Some 65.3 percent said they had been unable to find employment registered with Turkey’s social security system after their dismissal.
The report found that a favorable outcome in criminal proceedings often had no effect on the administrative penalties imposed on respondents.
Among those who reported the outcome of a criminal case, 48.3 percent had been acquitted, had charges dismissed or had received a decision of non-prosecution, a larger share than those convicted.
The report said nearly two-thirds of respondents cleared of criminal liability still could not find registered employment and more than two-thirds continued to encounter employment rejection because of their KHK status. No acquitted respondent reported being reinstated to public service.
Some respondents who were eventually acquitted said they had spent between nine days and two years in pretrial detention, while proceedings ending in acquittal lasted between four and nine years.
The report identified an administrative designation known as “36/OHAL/KHK” as a mechanism that continues to make the dismissals visible years later.
The code appears in records held by Turkey’s Social Security Institution and Turkish Employment Agency and can be seen during formal employment procedures. Some respondents also reported encountering related warnings during banking, land registry, notarial and welfare transactions.
More than half of respondents, 52.9 percent, said they had encountered the designation in government records.
FIDU said the system reproduces discrimination automatically because the designation contains no record of an acquittal, no expiration date and no clear procedure through which an individual can challenge its use.
Respondents reported loan and credit applications being rejected, routine banking transactions being blocked and their names being marked as problematic or suspicious during property transactions despite the absence of a court order restricting their assets.
The report also found that the effects extended to family members.
Some 35.7 percent of respondents said a first-degree relative had also been dismissed under an emergency decree. Another 29.7 percent said a spouse or child without KHK status had faced discrimination because of the respondent’s dismissal.
Reported cases included children barred from entering professions such as policing, spouses removed from doctoral programs and family members encountering restrictions in employment and financial transactions.

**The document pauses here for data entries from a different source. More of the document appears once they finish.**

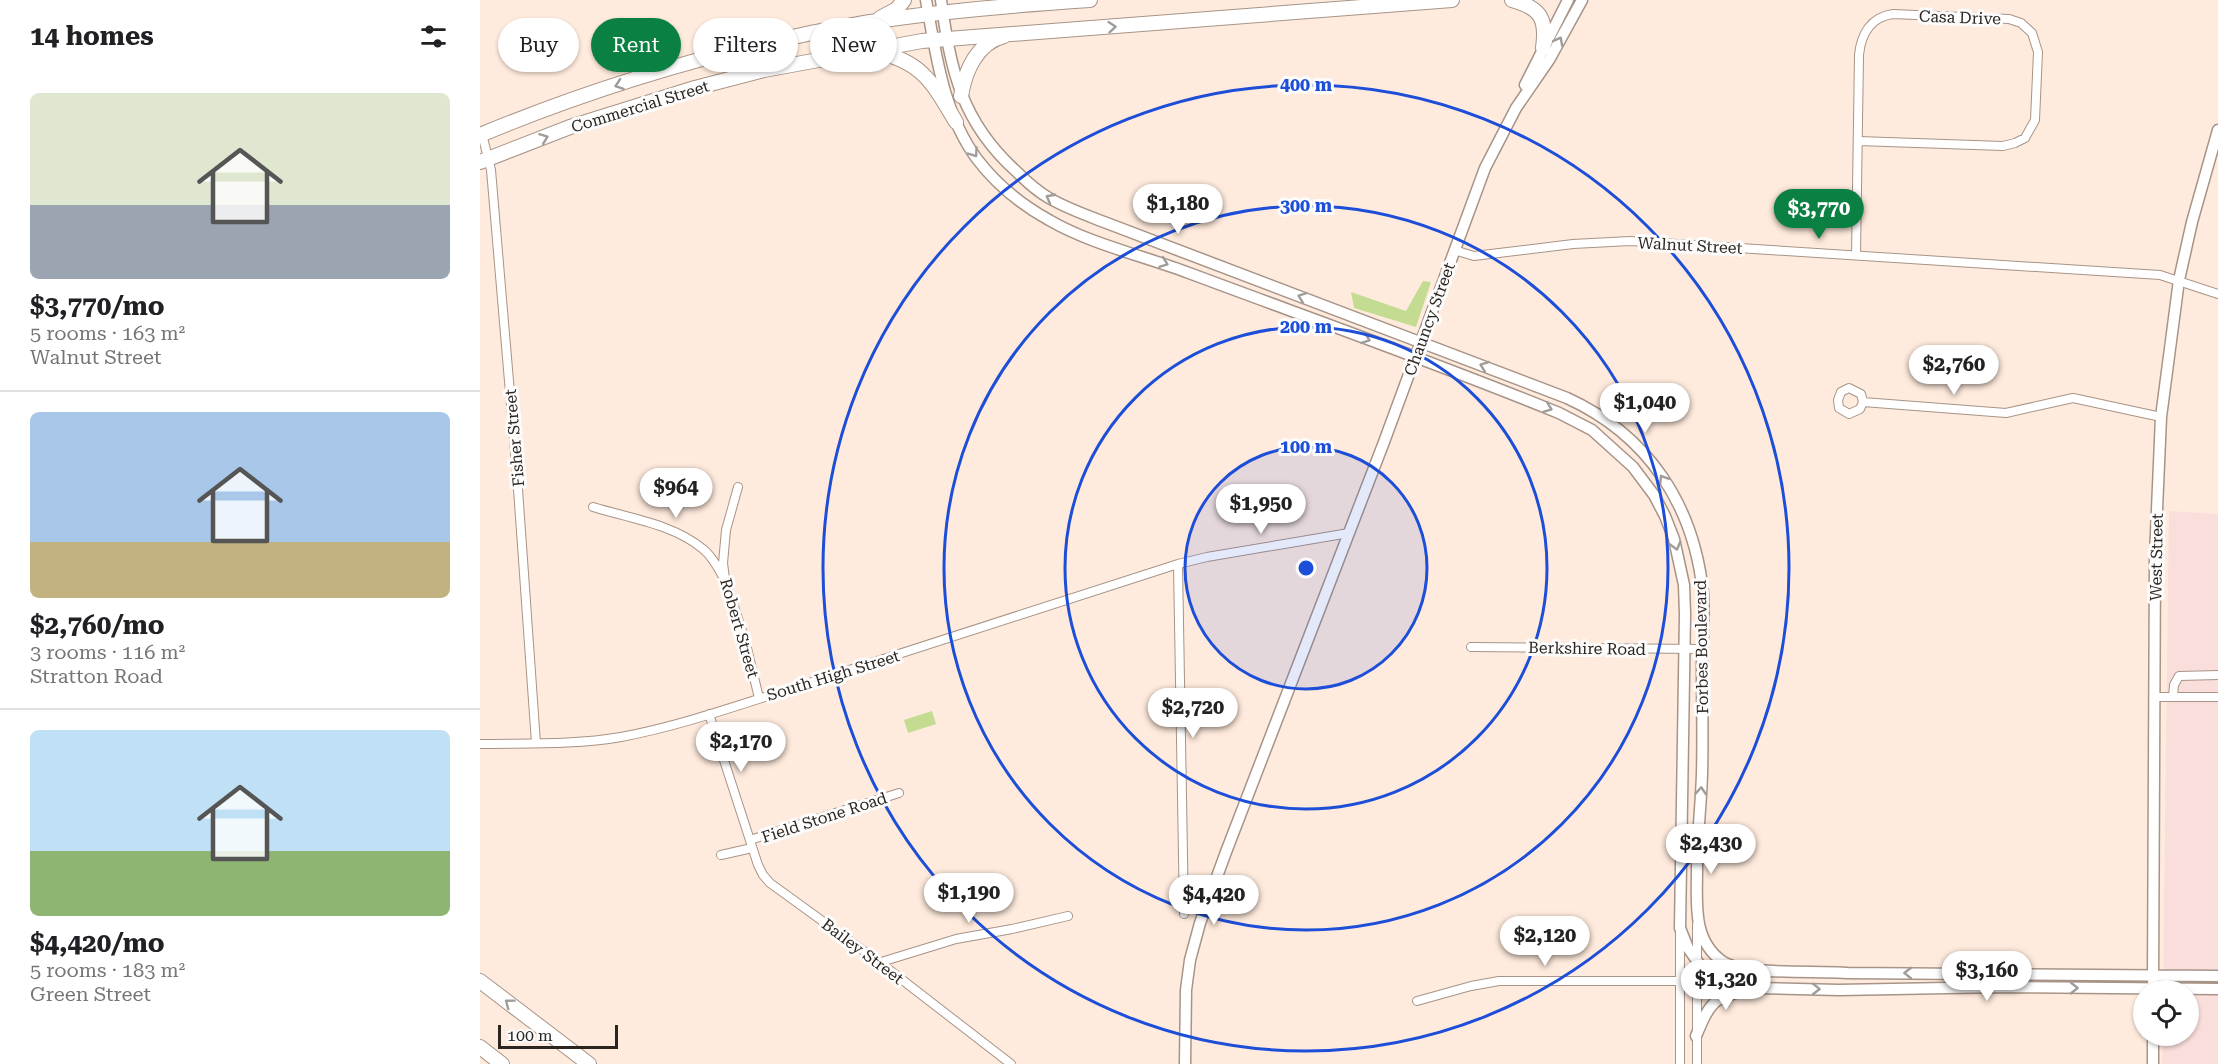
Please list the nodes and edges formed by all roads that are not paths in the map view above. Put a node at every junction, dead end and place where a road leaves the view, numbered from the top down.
1 (904, 0) edge
2 (926, 0) edge
3 (964, 0) edge
4 (1090, 0) edge
5 (1452, 0) edge
6 (1512, 0) edge
7 (1568, 0) edge
8 (1582, 0) edge
9 (996, 8) junction
10 (938, 10) edge
11 (879, 18) edge
12 (893, 18) edge
13 (1016, 33) junction
14 (810, 35) edge
15 (940, 39) junction
16 (897, 46) edge
17 (1543, 48) junction
18 (897, 58) edge
19 (810, 62) edge
20 (961, 96) junction
21 (1516, 108) junction
22 (956, 122) junction
23 (2218, 130) edge
24 (481, 135) edge
25 (1858, 141) junction
26 (485, 161) edge
27 (1454, 250) junction
28 (1856, 255) junction
29 (2179, 280) junction
30 (2218, 294) edge
31 (1421, 342) junction
32 (1415, 358) junction
33 (1863, 402) dead end
34 (2161, 417) junction
35 (738, 487) dead end
36 (593, 507) dead end
37 (1349, 533) junction
38 (1178, 564) junction
39 (725, 579) junction
40 (1471, 647) dead end
41 (1685, 649) junction
42 (1702, 649) junction
43 (2218, 675) edge
44 (2218, 697) edge
45 (759, 698) junction
46 (2154, 698) junction
47 (2173, 698) junction
48 (709, 714) junction
49 (536, 743) junction
50 (480, 744) edge
51 (899, 793) dead end
52 (751, 844) junction
53 (722, 855) dead end
54 (1184, 914) dead end
55 (1068, 916) dead end
56 (1697, 922) junction
57 (1680, 928) junction
58 (1696, 960) junction
59 (878, 963) junction
60 (1735, 968) junction
61 (1709, 975) junction
62 (2153, 976) junction
63 (2218, 976) edge
64 (1696, 977) junction
65 (2153, 980) edge
66 (480, 981) edge
67 (1680, 981) junction
68 (1757, 988) junction
69 (2133, 989) edge
70 (2199, 989) edge
71 (2218, 989) edge
72 (1417, 1001) dead end
73 (1696, 1036) junction
74 (2153, 1046) edge
75 (480, 1047) edge
76 (502, 1064) edge
77 (589, 1064) edge
78 (1011, 1064) edge
79 (1185, 1064) edge
80 (1680, 1064) edge
81 (1697, 1064) edge
82 (2153, 1064) edge

1 - 11 highway
2 - 10 street, Forbes Boulevard
3 - 9 highway
4 - 9 highway, Commercial Street
13 -> 5 highway, Commercial Street
6 - 17 highway
7 - 17 street, Chauncy Street
21 -> 8 street, Chauncy Street
9 - 10 highway, Commercial Street
10 - 12 highway, Commercial Street
10 - 15 street, Forbes Boulevard
13 - 15 highway, Commercial Street
13 - 20 highway
14 -> 24 highway, Commercial Street
15 - 16 highway, Commercial Street
15 - 20 street, Forbes Boulevard
15 - 22 street, Forbes Boulevard
17 - 21 street, Chauncy Street
18 - 22 highway
26 -> 19 highway, Commercial Street
31 -> 20 street, Forbes Boulevard
21 - 27 street, Chauncy Street
22 -> 32 street, Forbes Boulevard
23 - 29 street, West Street
24 - 26 street, Fisher Street
25 - 25 street, Casa Drive
25 - 28 street, Casa Drive
26 - 49 street, Fisher Street
27 - 28 street, Walnut Street
27 - 31 street, Chauncy Street
28 - 29 street, Walnut Street
29 - 30 street, Walnut Street
29 - 34 street, West Street
31 - 32 street, Chauncy Street
42 -> 31 street, Forbes Boulevard
32 - 37 street, Chauncy Street
32 -> 41 street, Forbes Boulevard
33 - 34 street
34 - 46 street, West Street
35 - 39 street, Robert Street
36 - 39 street
37 - 38 street
37 - 79 street, Chauncy Street
38 - 45 street, South High Street
38 - 54 street
39 - 45 street, Robert Street
40 - 41 street, Berkshire Road
41 - 42 street, Berkshire Road
41 - 57 street, Forbes Boulevard
56 -> 42 street, Forbes Boulevard
43 - 47 street
44 - 47 street
45 - 48 street, South High Street
46 - 47 street
46 - 62 street, West Street
48 - 49 street, South High Street
48 - 52 street, Bailey Street
49 - 50 street, South High Street
51 - 52 street, Field Stone Road
52 - 53 street
52 - 59 street, Bailey Street
55 - 59 street
56 - 58 street
56 - 60 street, Forbes Boulevard
57 - 58 street, Forbes Boulevard
57 - 67 street
58 - 61 street, Forbes Boulevard
58 - 64 street
59 - 78 street, Bailey Street
60 - 61 street
62 -> 60 street
61 - 64 street
61 - 68 street, Forbes Boulevard
62 - 63 street
62 - 65 street, West Street
64 - 67 street
64 - 73 street
77 -> 66 highway
67 - 72 street
67 - 80 street
68 -> 69 street, Forbes Boulevard
68 - 73 street
70 - 71 street, Forbes Boulevard
73 - 81 street
74 - 82 street
75 - 76 highway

Turkey established the State of Emergency Inquiry Commission to review dismissals and other emergency measures. The commission completed its work in January 2023 after accepting 17,960 of 127,292 applications and rejecting 109,332.

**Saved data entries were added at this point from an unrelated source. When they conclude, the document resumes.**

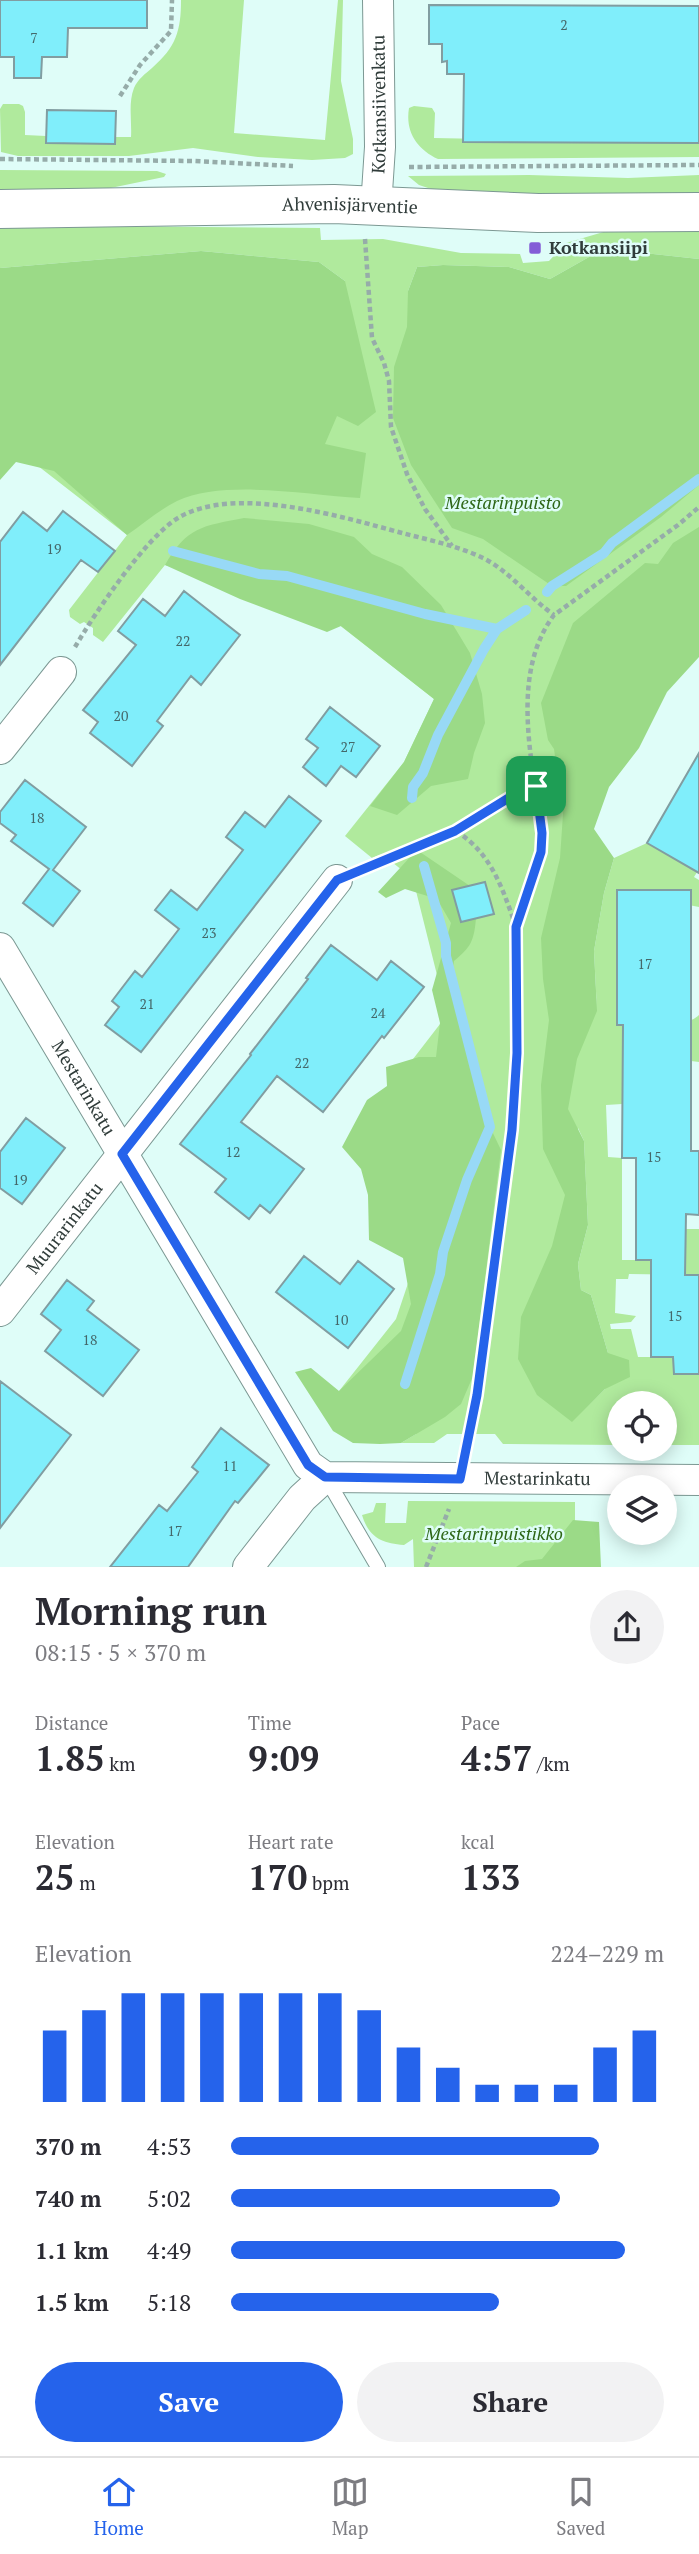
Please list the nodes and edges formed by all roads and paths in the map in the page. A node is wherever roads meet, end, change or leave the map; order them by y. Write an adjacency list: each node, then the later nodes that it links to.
1 (172, 0): 3 (path)
2 (378, 0): 6 (street, Kotkansiivenkatu)
3 (120, 96)
4 (0, 209): 6 (main road, Ahvenisjärventie)
5 (699, 212): 6 (main road, Ahvenisjärventie)
6 (370, 221): 8 (path)
7 (699, 507): 9 (path)
8 (453, 546): 9 (path); 10 (path)
9 (554, 615): 12 (path)
10 (61, 671): 11 (street)
11 (0, 749)
12 (536, 786): 13 (path); 15 (path)
13 (455, 831): 14 (path); 15 (path)
14 (337, 880): 17 (street, Muurarinkatu)
15 (516, 927): 20 (path)
16 (0, 948): 17 (street, Mestarinkatu)
17 (122, 1154): 18 (street, Muurarinkatu); 19 (street, Mestarinkatu)
18 (0, 1311)
19 (325, 1477): 20 (street, Mestarinkatu); 22 (street); 23 (lane)
20 (460, 1479): 21 (street, Mestarinkatu); 24 (path)
21 (699, 1480)
22 (248, 1567)
23 (378, 1567)
24 (426, 1567)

Ali Özkaya, a lawmaker from Erdoğan’s ruling Justice and Development Party (AKP), told parliament in January that 24,368 of the 162,239 dismissed public servants had been reinstated.

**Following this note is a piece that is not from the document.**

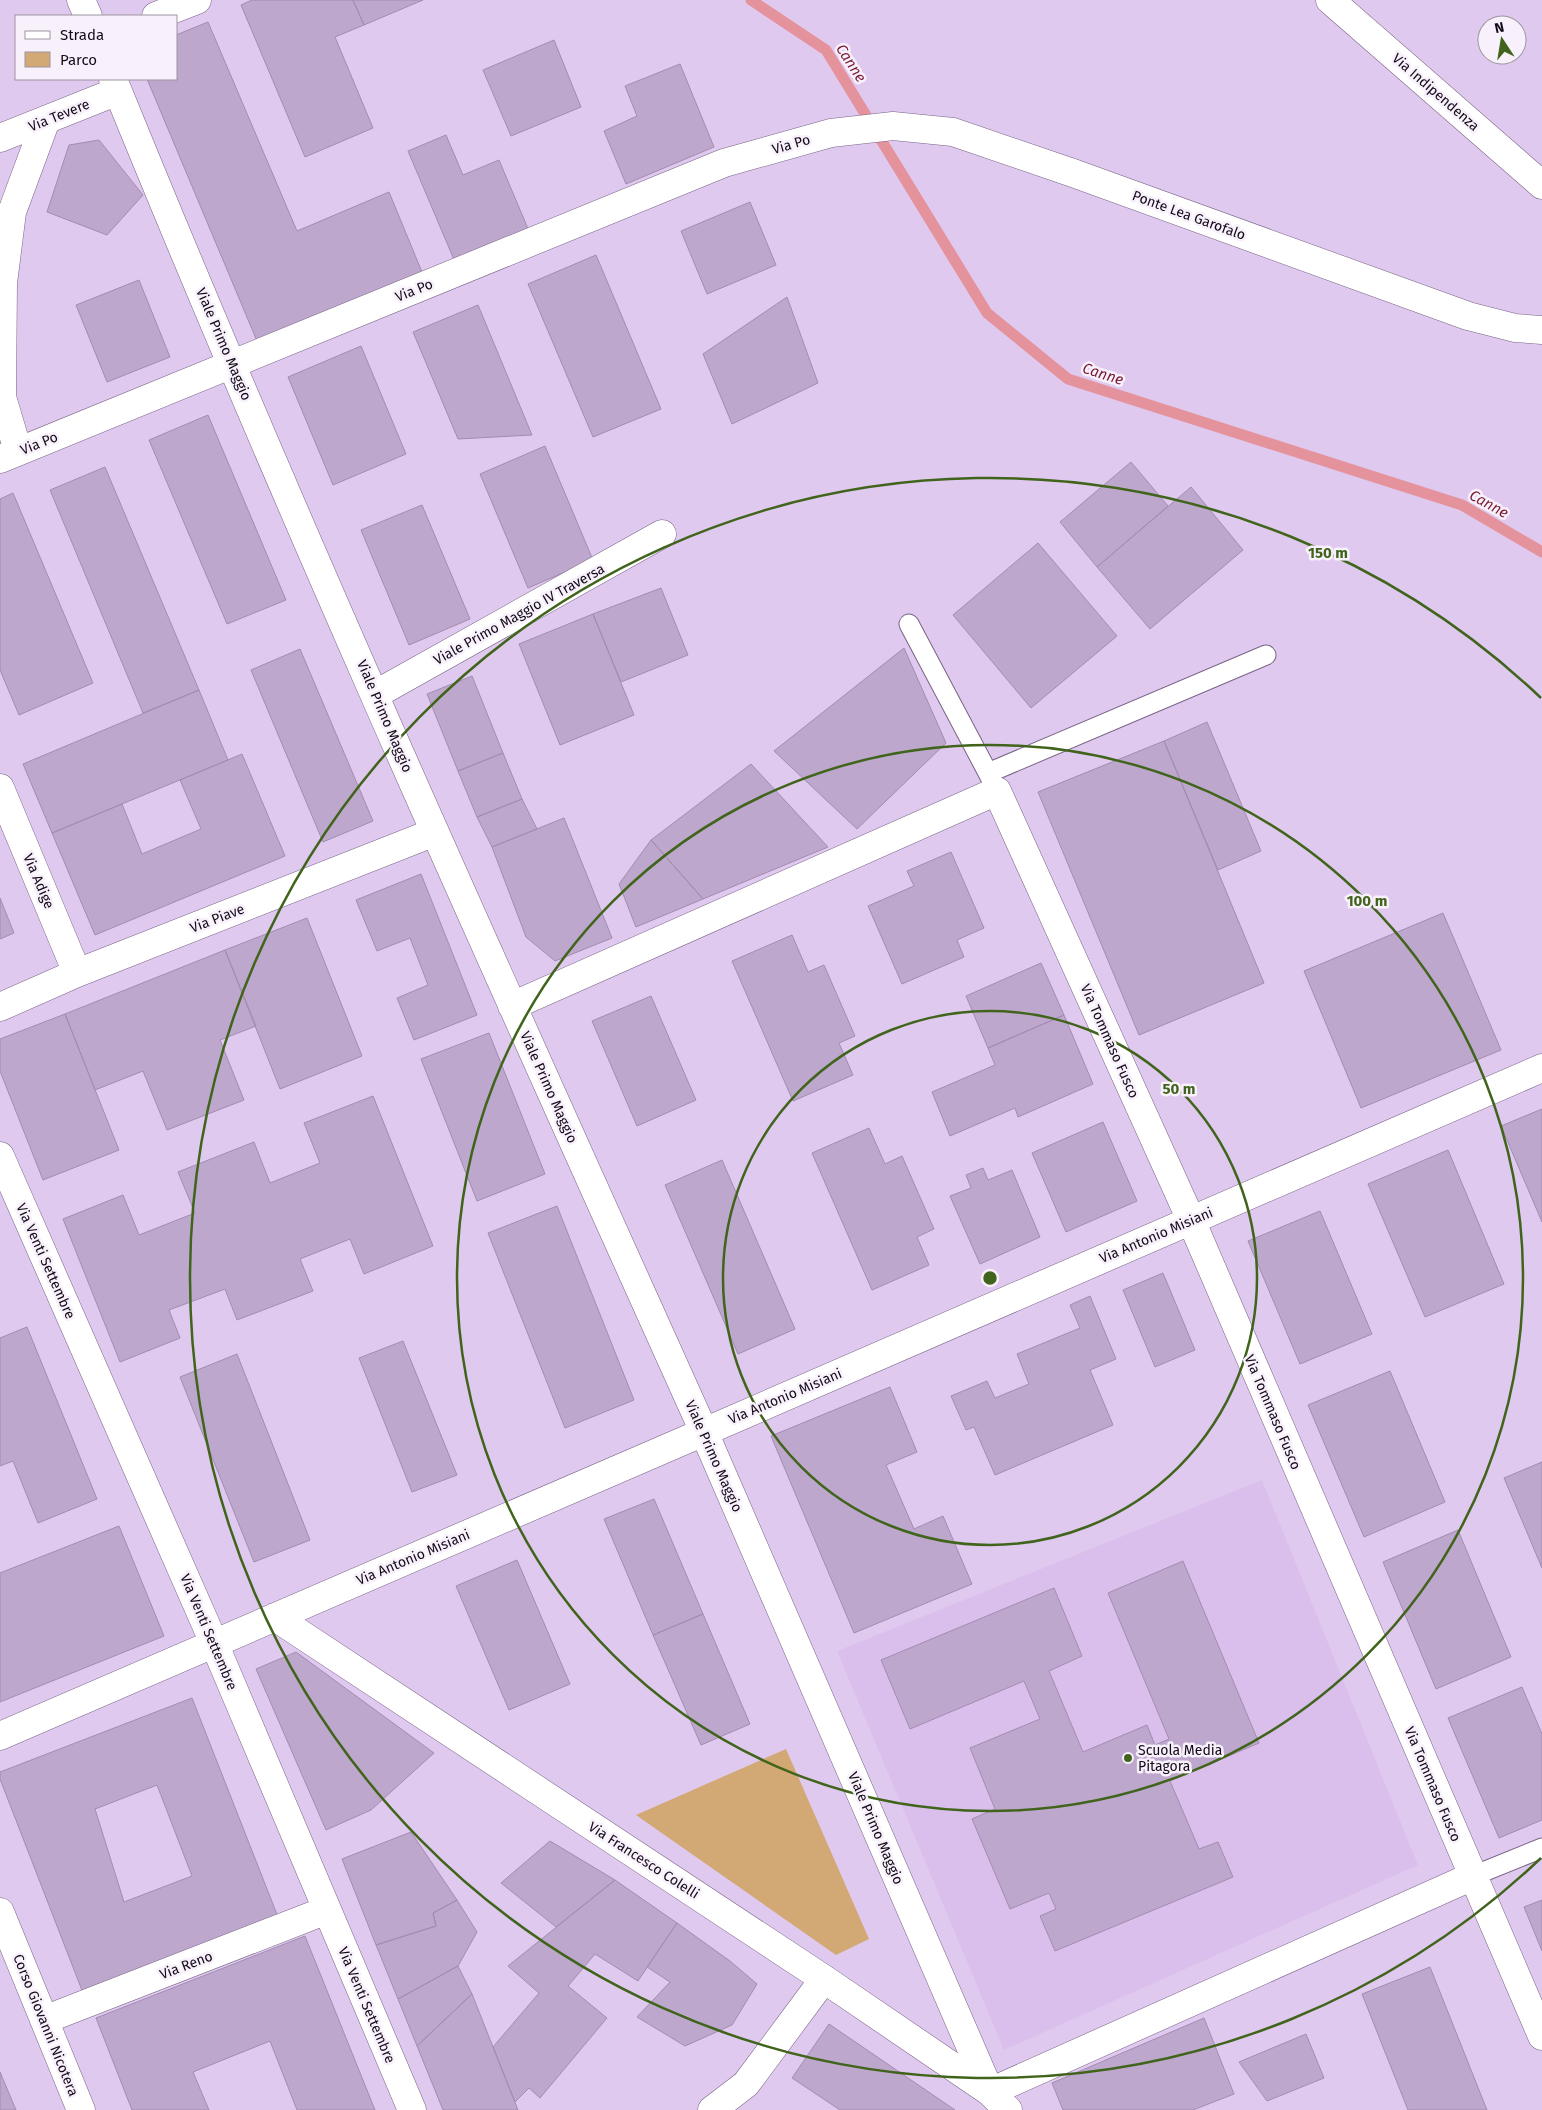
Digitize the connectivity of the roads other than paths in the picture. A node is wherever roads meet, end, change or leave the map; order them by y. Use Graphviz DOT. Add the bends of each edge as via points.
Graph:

Özkaya defended the government’s approach, arguing that an acquittal in a criminal case did not require the administration to rehire a person because criminal liability and disciplinary standards were separate matters.
FIDU said the separation of the criminal and administrative processes had instead allowed permanent sanctions to survive even when courts found no criminal liability.
The report cited the European Court of Human Rights’ 2023 judgment in Yüksel Yalçınkaya v. Turkey and its May 2026 ruling in Yasak v. Turkey, both of which raised concerns about convictions of people accused of Gülen movement links without an adequate assessment of individual criminal responsibility.
FIDU called on Turkey to remove the Code 36 designation from state databases, automatically reinstate people acquitted or cleared of charges, repeal professional bans not based on individual court findings and provide compensation to affected families.
It also urged the European Union to make progress on the treatment of dismissed public servants a condition for any upgrade in relations with Turkey and to consider KHK dismissal status when assessing asylum and subsidiary protection applications.
The report is available in English and Turkish on FIDU’s website.